JackbyDev@programming.dev on 22 Feb 01:39 next collapse

Even the US used to ban the export of strong encryption algorithms. You used to have to download the stronger encryption algorithms separately. en.wikipedia.org/…/Java_Cryptography_Extension

matlag@sh.itjust.works on 22 Feb 01:50 next collapse

Protectind yourself from beind spied on and then potentially blackmailed is a hostile behavior!

Aqarius@lemmy.world on 22 Feb 03:04 collapse

…to the blackmailer, yes.

Alwaysnownevernotme@lemmy.world on 22 Feb 01:53 next collapse

Look mate yaint paid ya proivocy loicence fer ages.

UltraGiGaGigantic@lemmy.ml on 22 Feb 09:14 collapse

I paid it, but the transaction was private. Have a nice day.

nonentity@sh.itjust.works on 22 Feb 02:06 next collapse

If they’re not doing anything wrong, they don’t need to read private communications.
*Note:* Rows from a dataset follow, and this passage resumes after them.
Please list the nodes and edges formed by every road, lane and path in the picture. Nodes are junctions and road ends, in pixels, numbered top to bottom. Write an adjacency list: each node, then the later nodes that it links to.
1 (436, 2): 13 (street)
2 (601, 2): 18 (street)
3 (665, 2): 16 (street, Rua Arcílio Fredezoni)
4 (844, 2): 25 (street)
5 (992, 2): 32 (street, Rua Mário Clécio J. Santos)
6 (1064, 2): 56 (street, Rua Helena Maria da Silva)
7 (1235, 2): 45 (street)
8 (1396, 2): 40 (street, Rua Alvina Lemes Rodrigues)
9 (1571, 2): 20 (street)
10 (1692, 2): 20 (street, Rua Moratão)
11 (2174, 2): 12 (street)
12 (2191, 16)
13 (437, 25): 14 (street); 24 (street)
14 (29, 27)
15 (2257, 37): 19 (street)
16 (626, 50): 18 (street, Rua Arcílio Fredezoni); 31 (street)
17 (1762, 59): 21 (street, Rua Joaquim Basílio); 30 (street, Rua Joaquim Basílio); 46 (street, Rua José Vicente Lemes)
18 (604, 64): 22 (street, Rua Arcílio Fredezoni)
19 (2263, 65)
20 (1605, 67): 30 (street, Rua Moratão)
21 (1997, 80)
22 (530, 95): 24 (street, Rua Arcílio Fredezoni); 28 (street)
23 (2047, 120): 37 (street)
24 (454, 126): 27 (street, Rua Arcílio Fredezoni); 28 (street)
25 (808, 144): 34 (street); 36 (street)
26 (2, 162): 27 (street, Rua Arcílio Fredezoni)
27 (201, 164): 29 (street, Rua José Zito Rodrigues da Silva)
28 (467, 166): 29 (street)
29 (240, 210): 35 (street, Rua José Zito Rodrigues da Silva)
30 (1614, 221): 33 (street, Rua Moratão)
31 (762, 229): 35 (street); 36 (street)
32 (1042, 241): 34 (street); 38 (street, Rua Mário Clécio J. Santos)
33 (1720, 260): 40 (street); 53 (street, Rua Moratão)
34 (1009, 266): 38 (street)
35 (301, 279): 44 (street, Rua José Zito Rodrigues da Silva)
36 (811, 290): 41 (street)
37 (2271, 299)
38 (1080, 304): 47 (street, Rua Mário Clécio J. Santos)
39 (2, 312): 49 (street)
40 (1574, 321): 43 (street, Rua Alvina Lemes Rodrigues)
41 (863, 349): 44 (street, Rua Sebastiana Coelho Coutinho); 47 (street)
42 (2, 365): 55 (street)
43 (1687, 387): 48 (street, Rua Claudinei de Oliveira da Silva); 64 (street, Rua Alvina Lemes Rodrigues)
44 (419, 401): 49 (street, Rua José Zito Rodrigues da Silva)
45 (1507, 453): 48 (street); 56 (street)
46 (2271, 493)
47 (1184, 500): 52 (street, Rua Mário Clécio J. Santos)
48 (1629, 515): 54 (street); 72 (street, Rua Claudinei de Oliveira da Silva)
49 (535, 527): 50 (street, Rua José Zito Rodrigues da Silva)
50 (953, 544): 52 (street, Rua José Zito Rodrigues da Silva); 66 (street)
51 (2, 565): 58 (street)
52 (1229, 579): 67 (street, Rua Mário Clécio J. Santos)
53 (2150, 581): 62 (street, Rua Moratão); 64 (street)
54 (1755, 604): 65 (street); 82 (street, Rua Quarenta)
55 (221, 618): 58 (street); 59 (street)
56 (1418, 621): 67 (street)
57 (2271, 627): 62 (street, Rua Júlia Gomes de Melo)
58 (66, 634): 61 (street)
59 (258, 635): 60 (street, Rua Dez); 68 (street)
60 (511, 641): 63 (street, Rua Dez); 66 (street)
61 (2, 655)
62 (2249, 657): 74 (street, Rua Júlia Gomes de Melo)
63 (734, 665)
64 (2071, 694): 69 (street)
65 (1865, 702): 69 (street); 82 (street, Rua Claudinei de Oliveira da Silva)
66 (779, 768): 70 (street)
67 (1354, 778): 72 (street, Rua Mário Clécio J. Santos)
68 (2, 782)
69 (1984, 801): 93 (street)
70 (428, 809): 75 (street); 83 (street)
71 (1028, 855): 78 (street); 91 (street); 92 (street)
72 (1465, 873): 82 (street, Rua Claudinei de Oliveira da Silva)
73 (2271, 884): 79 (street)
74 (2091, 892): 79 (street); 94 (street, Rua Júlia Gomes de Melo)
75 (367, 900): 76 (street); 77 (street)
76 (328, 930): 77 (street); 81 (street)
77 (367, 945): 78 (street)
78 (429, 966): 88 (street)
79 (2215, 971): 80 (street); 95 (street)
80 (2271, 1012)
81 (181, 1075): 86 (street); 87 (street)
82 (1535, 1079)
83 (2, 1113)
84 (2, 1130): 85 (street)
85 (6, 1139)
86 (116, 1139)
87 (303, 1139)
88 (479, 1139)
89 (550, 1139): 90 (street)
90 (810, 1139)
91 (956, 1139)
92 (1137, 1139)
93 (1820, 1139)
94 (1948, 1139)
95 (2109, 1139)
m3t00@lemmy.world on 22 Feb 03:08 next collapse

https has got to go

mlg@lemmy.world on 22 Feb 04:26 next collapse

sneak up into a dark street corner at night

“Ay you got that ed25519?”

jeffep@lemmy.world on 22 Feb 04:32 next collapse

No clue where that is from and if it’s already in effect, but what’s marked here only talks about developers, not users. Still, what a world to live in

HrabiaVulpes@lemmy.world on 22 Feb 07:03 next collapse

Bar to become enemy of British crown is getting lower and lower…

Cantaloupe@lemmy.fedioasis.cc on 22 Feb 07:07 next collapse

Makes me want more E2E encryption.

UltraGiGaGigantic@lemmy.ml on 22 Feb 09:12 next collapse

Welcome to the resistance

m3t00@lemmy.world on 22 Feb 09:26 next collapse

always wanted to be a hostile witness

ArmchairAce1944@discuss.online on 22 Feb 20:03 collapse

Fuck this shit. The UK is not longer a free country. And fuck Israel even more for their damned work over the decades to make this possible.